* **What the task asks**: Nothing but the pictures should go missing; return all the entries below exactly.

* **Stored items**:
────

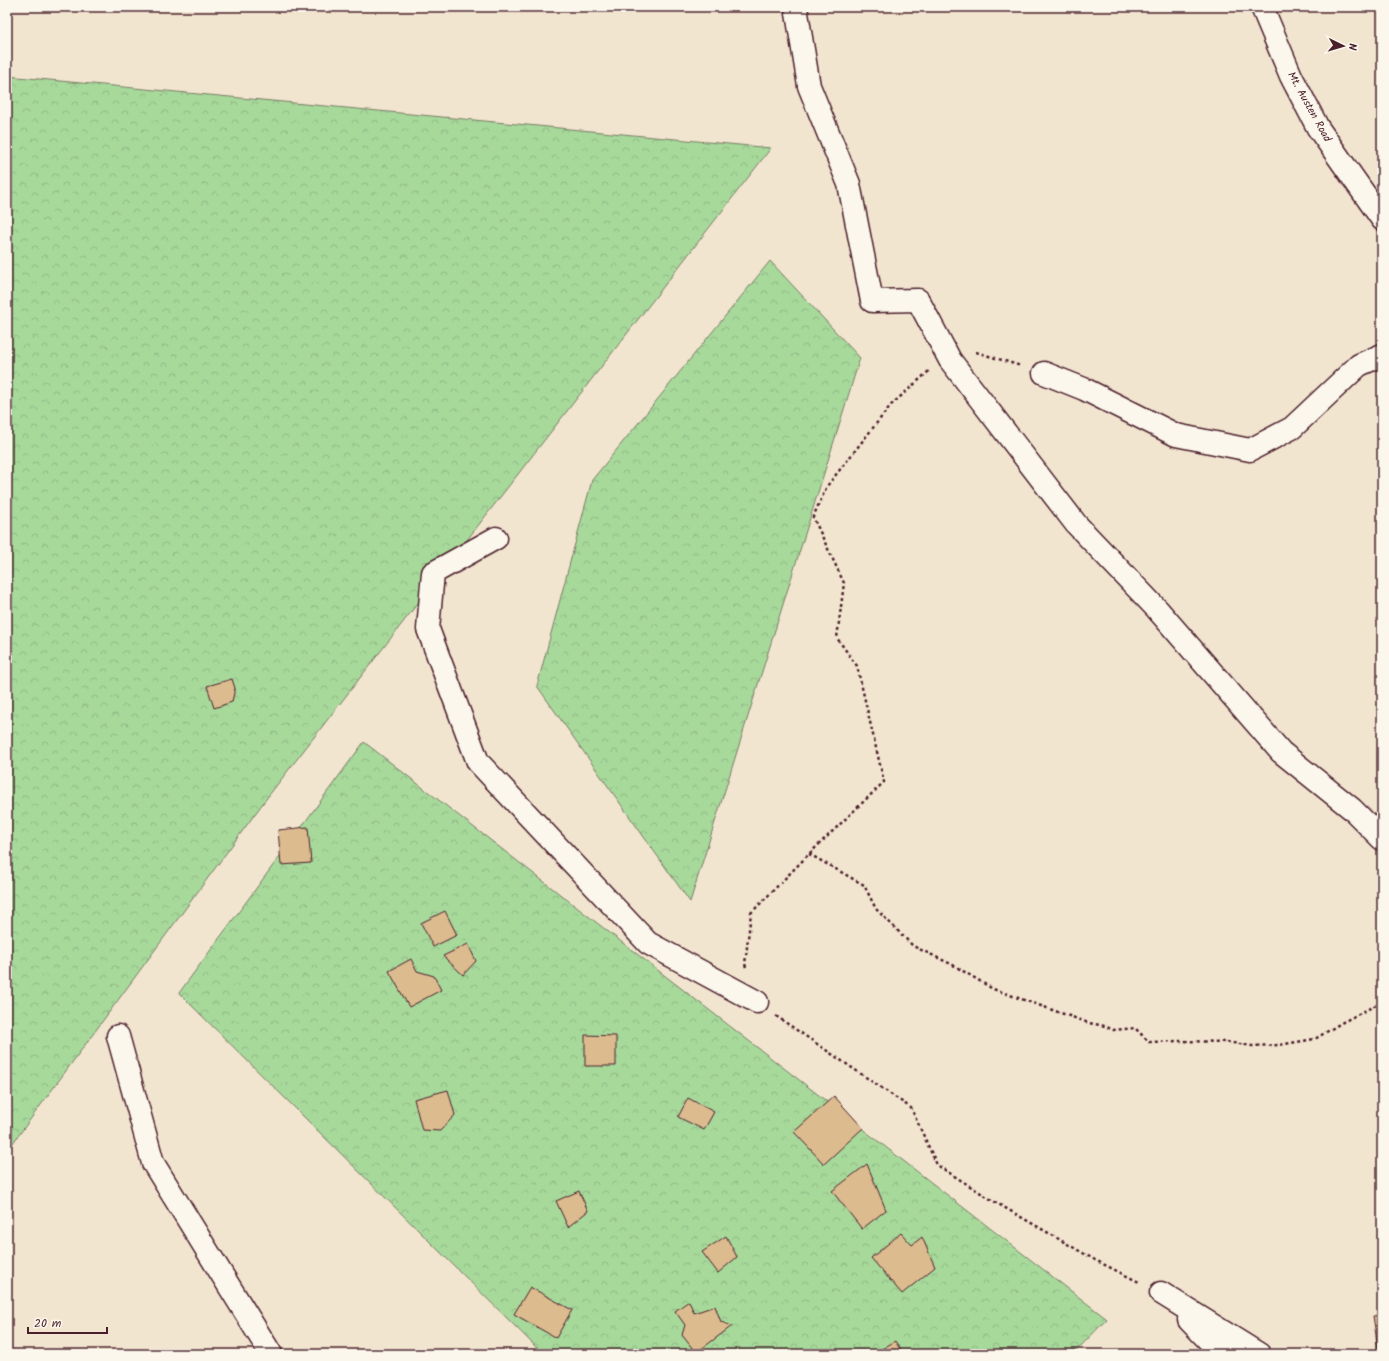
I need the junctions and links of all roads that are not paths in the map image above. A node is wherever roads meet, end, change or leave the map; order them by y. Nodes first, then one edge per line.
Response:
1 (796, 7) edge
2 (1262, 7) edge
3 (1382, 219) edge
4 (1382, 355) edge
5 (1044, 373) road end
6 (496, 538) dead end
7 (1382, 839) edge
8 (757, 1002) road end
9 (118, 1036) dead end
10 (271, 1354) edge
11 (1222, 1354) edge
12 (1259, 1354) edge

1 - 7 street
2 - 3 street, Mt. Austen Road
4 - 5 street
6 - 8 street
9 - 10 street
11 - 12 street

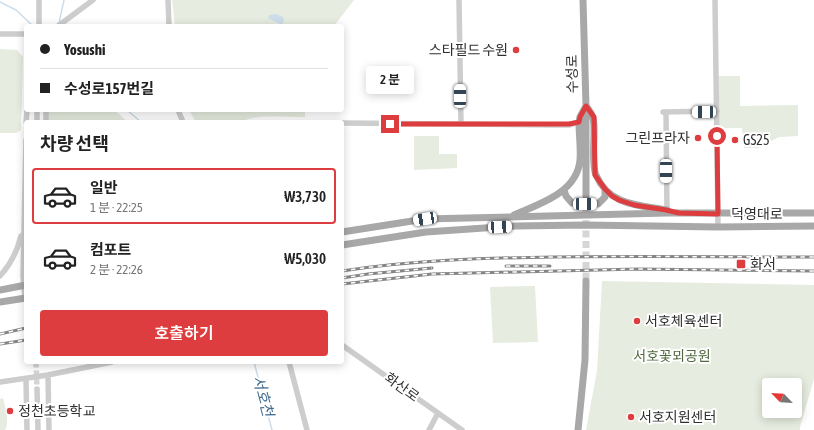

────

* **Exercise output**:
I need the junctions and links of all roads that are not paths in the map image above. A node is wherever roads meet, end, change or leave the map; order them by y. Nodes first, then one edge per line.
Response:
1 (796, 7) edge
2 (1262, 7) edge
3 (1382, 219) edge
4 (1382, 355) edge
5 (1044, 373) road end
6 (496, 538) dead end
7 (1382, 839) edge
8 (757, 1002) road end
9 (118, 1036) dead end
10 (271, 1354) edge
11 (1222, 1354) edge
12 (1259, 1354) edge

1 - 7 street
2 - 3 street, Mt. Austen Road
4 - 5 street
6 - 8 street
9 - 10 street
11 - 12 street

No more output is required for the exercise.